* _DESCRIPTION OF THE TASK_
Go through the lines below and count those that contain "from"; the number is all that should be returned.

(Data excerpts)
*** Begin section ***
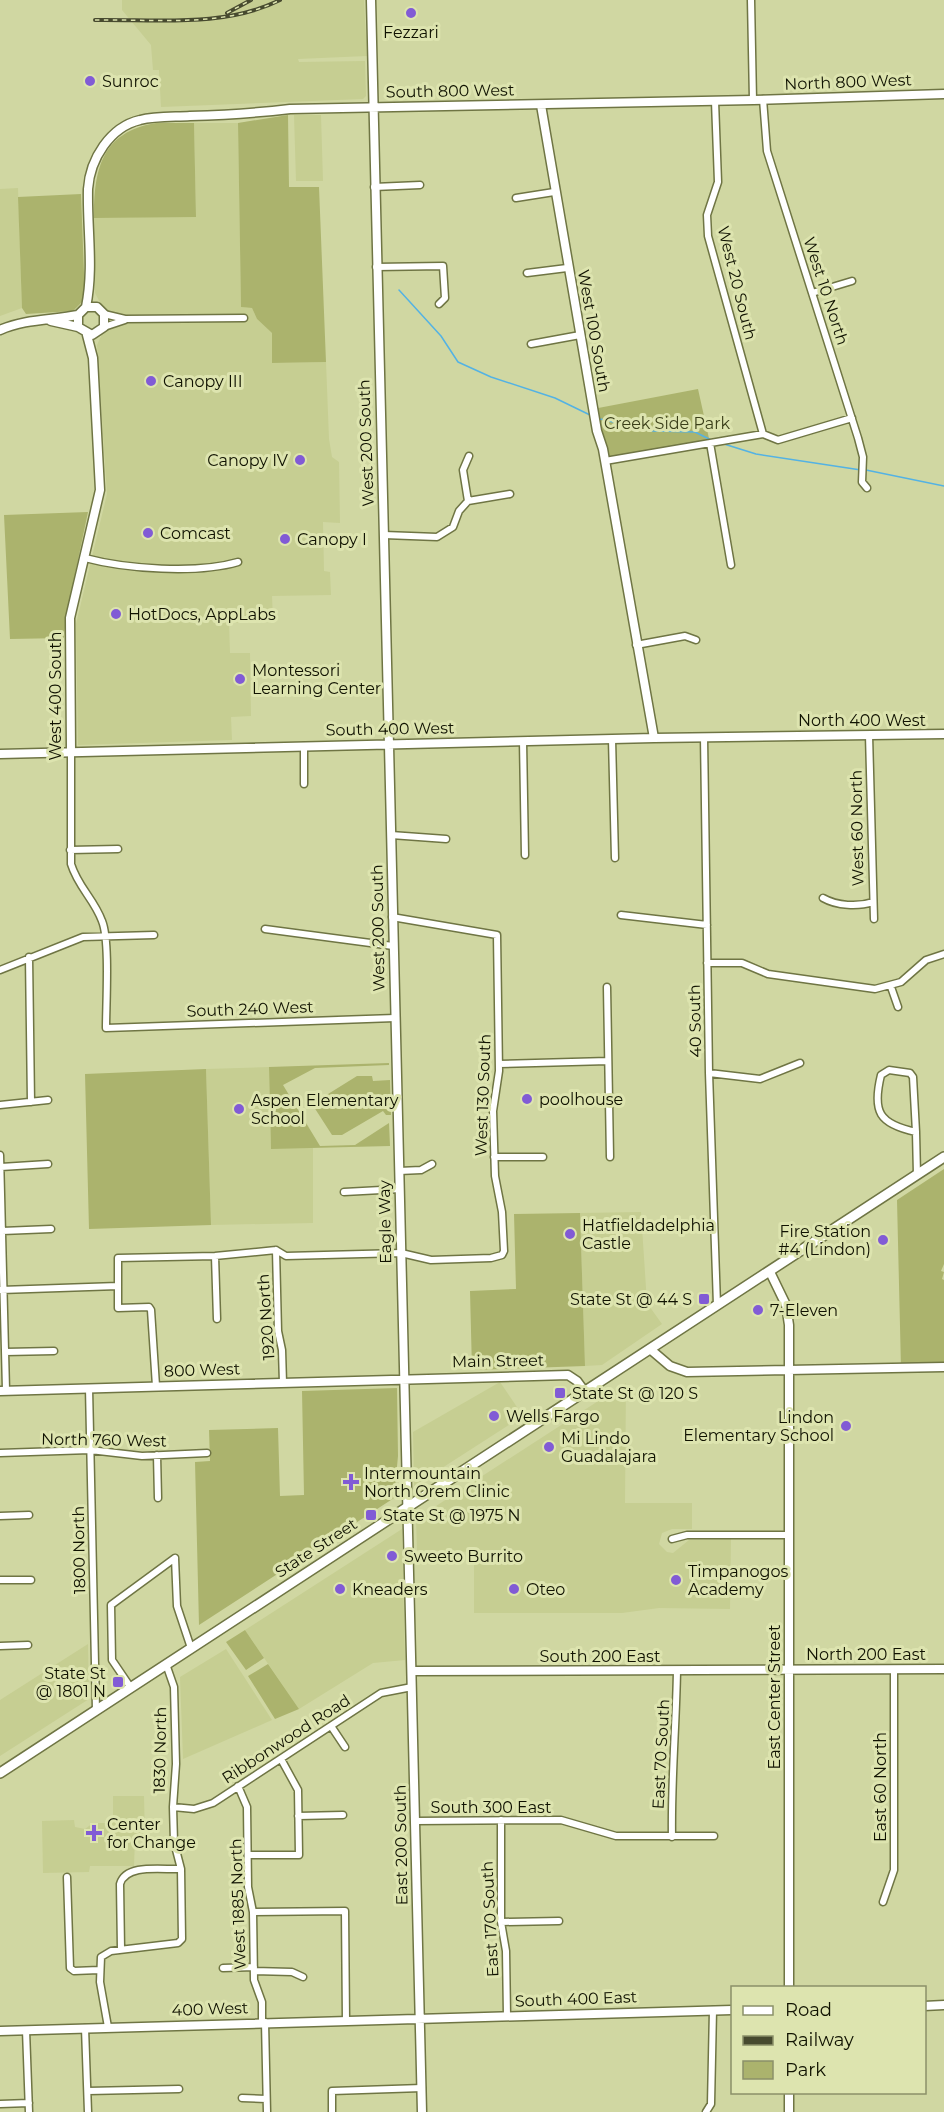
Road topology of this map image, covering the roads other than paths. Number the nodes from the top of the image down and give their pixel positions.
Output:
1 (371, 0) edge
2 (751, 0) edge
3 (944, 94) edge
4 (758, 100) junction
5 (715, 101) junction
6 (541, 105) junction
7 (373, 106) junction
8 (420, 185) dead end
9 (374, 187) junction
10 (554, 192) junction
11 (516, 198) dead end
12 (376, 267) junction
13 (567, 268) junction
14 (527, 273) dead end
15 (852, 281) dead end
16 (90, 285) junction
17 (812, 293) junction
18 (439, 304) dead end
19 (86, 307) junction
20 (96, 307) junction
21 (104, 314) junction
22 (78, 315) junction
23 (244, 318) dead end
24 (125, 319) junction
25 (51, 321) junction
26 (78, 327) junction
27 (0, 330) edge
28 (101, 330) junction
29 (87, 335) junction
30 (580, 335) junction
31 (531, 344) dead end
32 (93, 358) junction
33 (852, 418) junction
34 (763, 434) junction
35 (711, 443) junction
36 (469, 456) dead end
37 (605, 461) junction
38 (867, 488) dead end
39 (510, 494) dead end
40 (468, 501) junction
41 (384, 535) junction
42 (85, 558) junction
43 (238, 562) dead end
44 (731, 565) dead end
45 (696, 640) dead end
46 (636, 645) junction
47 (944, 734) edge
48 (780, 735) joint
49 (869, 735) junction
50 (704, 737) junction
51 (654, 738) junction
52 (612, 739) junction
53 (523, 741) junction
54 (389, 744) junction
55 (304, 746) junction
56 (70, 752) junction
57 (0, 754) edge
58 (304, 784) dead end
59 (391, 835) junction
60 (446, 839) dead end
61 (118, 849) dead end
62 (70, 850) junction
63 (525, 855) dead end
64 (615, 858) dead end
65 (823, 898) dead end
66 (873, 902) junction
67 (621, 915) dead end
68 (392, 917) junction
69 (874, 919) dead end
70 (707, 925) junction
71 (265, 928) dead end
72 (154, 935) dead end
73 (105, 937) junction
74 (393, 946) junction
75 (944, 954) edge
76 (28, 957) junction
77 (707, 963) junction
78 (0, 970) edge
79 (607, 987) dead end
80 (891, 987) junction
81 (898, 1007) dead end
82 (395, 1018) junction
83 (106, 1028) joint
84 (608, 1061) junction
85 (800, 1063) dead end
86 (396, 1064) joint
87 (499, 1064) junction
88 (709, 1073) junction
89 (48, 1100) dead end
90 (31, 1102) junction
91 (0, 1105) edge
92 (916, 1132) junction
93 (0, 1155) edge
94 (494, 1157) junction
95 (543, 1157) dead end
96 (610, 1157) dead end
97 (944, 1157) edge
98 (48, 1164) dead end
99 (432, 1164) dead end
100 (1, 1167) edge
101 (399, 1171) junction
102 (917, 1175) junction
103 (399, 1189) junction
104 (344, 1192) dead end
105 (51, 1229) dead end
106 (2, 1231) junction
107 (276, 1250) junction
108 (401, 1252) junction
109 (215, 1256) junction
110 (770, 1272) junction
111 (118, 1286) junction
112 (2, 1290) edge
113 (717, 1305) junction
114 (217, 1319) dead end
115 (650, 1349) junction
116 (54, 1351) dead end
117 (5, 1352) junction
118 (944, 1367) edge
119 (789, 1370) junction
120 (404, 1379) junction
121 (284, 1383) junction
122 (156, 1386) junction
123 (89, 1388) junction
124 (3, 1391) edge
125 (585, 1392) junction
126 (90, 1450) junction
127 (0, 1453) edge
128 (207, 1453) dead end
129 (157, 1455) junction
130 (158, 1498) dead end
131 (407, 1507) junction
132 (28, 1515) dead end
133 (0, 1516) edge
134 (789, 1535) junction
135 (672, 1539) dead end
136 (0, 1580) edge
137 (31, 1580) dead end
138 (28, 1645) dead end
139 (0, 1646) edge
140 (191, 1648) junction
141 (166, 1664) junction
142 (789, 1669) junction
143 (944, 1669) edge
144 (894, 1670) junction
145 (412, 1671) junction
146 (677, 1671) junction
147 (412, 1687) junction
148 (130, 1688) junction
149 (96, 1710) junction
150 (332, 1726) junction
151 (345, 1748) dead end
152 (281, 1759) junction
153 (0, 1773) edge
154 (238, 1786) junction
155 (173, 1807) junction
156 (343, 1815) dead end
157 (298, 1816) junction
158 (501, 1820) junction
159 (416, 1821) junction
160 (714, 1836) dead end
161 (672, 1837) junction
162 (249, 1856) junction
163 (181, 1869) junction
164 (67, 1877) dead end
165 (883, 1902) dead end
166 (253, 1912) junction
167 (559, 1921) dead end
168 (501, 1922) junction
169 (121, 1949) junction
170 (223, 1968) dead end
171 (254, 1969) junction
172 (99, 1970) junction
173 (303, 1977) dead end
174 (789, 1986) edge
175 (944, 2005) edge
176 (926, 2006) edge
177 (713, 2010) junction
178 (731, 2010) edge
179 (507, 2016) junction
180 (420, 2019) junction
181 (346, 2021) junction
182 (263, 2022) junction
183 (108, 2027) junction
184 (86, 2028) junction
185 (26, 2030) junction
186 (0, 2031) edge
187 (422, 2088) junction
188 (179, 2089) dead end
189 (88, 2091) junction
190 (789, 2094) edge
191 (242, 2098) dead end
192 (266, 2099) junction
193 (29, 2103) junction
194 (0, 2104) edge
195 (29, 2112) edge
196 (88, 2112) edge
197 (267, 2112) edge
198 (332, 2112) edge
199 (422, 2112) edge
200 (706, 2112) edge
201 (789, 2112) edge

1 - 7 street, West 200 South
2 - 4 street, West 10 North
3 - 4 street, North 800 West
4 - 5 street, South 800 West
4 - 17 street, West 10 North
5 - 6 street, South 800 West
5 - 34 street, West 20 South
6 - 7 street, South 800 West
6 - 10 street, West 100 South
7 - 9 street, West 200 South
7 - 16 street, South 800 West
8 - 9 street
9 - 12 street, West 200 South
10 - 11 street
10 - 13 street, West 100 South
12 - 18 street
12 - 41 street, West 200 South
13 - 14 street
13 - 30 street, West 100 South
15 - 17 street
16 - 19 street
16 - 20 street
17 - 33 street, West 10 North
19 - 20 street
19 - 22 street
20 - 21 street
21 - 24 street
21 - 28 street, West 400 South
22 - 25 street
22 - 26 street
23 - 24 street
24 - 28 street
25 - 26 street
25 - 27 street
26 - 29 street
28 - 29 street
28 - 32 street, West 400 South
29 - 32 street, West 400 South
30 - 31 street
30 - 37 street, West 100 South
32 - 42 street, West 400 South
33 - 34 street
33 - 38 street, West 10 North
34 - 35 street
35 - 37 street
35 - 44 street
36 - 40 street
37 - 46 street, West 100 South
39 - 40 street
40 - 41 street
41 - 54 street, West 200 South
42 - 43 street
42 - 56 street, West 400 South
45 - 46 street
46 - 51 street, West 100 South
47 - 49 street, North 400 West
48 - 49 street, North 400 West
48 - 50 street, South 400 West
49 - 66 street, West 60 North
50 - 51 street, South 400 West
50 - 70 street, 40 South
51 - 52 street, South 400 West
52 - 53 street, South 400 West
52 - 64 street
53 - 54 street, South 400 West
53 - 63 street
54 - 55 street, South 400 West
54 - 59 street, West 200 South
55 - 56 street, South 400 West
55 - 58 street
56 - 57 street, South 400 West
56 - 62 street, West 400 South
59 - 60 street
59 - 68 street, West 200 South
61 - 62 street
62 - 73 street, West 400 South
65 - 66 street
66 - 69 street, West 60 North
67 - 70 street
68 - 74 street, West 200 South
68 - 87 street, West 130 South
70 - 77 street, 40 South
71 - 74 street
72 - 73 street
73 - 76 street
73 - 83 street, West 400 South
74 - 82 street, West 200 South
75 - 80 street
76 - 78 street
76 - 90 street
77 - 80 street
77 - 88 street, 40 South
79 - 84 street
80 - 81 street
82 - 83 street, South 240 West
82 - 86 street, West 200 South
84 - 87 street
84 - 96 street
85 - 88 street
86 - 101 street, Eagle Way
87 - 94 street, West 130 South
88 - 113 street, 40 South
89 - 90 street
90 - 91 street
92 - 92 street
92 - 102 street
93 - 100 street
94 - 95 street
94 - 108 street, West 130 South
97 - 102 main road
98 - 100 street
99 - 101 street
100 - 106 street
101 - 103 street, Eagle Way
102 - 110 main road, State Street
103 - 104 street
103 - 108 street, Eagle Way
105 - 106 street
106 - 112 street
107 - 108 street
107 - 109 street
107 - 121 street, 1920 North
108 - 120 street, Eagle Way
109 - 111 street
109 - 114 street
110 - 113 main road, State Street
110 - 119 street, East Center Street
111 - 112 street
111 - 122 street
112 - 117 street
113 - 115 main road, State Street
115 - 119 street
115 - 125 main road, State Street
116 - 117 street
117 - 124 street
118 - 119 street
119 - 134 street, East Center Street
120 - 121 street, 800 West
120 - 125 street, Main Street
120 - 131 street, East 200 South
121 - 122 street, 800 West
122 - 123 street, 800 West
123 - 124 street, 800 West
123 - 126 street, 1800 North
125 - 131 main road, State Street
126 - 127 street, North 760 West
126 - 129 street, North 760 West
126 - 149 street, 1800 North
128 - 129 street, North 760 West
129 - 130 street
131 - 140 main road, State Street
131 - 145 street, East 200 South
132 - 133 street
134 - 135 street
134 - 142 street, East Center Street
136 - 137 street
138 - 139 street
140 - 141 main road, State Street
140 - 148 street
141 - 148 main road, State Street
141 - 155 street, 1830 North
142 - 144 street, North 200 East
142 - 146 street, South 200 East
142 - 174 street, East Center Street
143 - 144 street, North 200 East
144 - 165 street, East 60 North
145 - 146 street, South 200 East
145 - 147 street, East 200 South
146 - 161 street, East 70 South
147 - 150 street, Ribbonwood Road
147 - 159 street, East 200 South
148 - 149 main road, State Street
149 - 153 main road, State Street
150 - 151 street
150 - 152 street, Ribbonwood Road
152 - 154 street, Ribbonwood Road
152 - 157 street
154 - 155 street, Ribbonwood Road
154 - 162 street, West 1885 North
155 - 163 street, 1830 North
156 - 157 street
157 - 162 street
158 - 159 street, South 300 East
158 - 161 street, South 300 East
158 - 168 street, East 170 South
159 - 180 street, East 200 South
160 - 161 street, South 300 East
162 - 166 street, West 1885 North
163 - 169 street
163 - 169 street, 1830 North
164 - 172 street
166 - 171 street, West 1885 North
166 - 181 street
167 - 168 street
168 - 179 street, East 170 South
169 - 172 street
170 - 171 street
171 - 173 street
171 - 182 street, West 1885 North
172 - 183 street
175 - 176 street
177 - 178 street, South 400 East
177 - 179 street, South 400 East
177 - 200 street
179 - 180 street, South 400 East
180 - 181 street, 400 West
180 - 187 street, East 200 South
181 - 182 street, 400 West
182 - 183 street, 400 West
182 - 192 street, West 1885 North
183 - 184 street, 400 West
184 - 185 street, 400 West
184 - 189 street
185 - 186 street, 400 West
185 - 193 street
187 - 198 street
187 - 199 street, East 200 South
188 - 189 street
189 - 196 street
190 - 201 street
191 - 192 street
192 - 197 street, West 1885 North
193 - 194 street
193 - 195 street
*** End section ***
*** Begin section ***
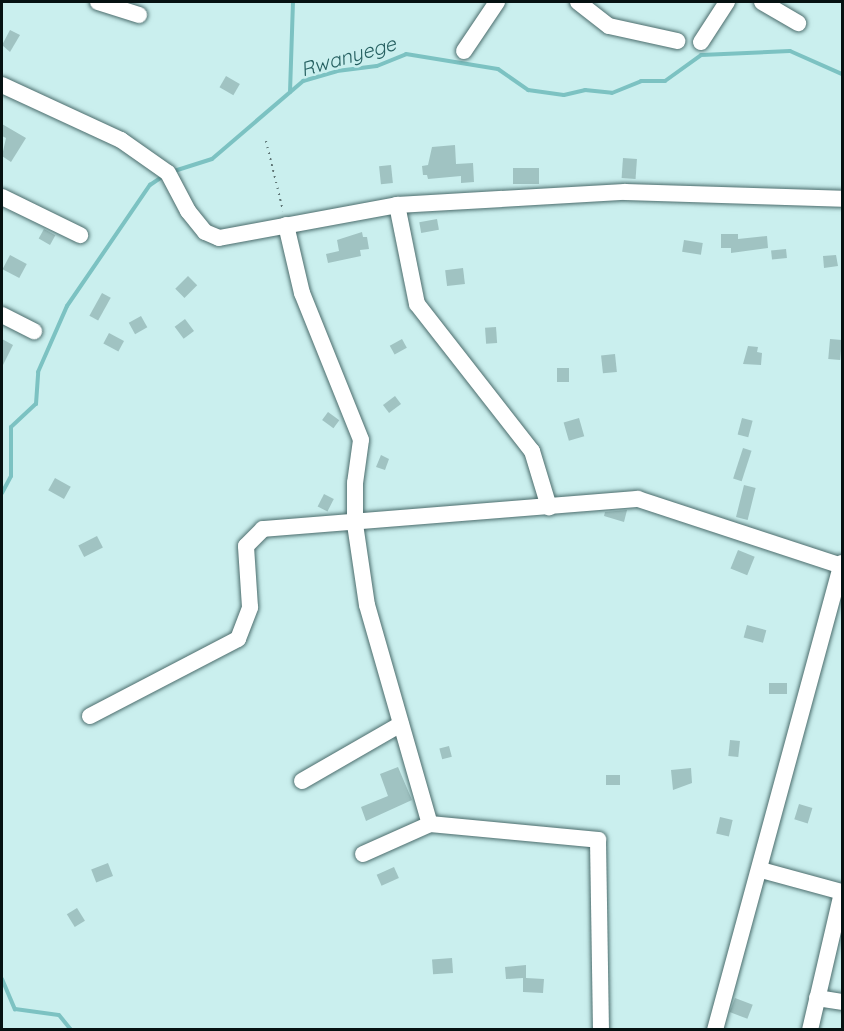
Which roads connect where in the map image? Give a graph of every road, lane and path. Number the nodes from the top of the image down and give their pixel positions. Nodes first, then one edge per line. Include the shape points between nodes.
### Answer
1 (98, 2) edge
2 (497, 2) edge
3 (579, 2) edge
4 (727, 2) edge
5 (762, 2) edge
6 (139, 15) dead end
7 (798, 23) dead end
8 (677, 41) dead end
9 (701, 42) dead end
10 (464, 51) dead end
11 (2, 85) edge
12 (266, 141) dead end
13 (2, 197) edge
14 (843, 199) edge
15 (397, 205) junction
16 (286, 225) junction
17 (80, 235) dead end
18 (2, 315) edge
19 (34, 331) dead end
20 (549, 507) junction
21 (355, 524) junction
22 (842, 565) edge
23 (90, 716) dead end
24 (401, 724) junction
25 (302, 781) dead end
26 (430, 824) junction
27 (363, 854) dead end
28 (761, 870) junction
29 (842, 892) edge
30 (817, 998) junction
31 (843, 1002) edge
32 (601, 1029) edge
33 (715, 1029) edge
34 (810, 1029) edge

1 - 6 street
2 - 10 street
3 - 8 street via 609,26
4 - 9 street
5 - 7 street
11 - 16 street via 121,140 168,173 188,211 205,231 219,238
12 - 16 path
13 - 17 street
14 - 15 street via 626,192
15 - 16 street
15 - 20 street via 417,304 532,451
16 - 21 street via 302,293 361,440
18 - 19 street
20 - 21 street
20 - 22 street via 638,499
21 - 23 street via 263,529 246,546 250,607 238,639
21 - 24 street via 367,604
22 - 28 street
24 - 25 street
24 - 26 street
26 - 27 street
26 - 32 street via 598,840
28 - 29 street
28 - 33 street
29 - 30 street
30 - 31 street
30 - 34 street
*** End section ***
* _SOLVED EXERCISE_
2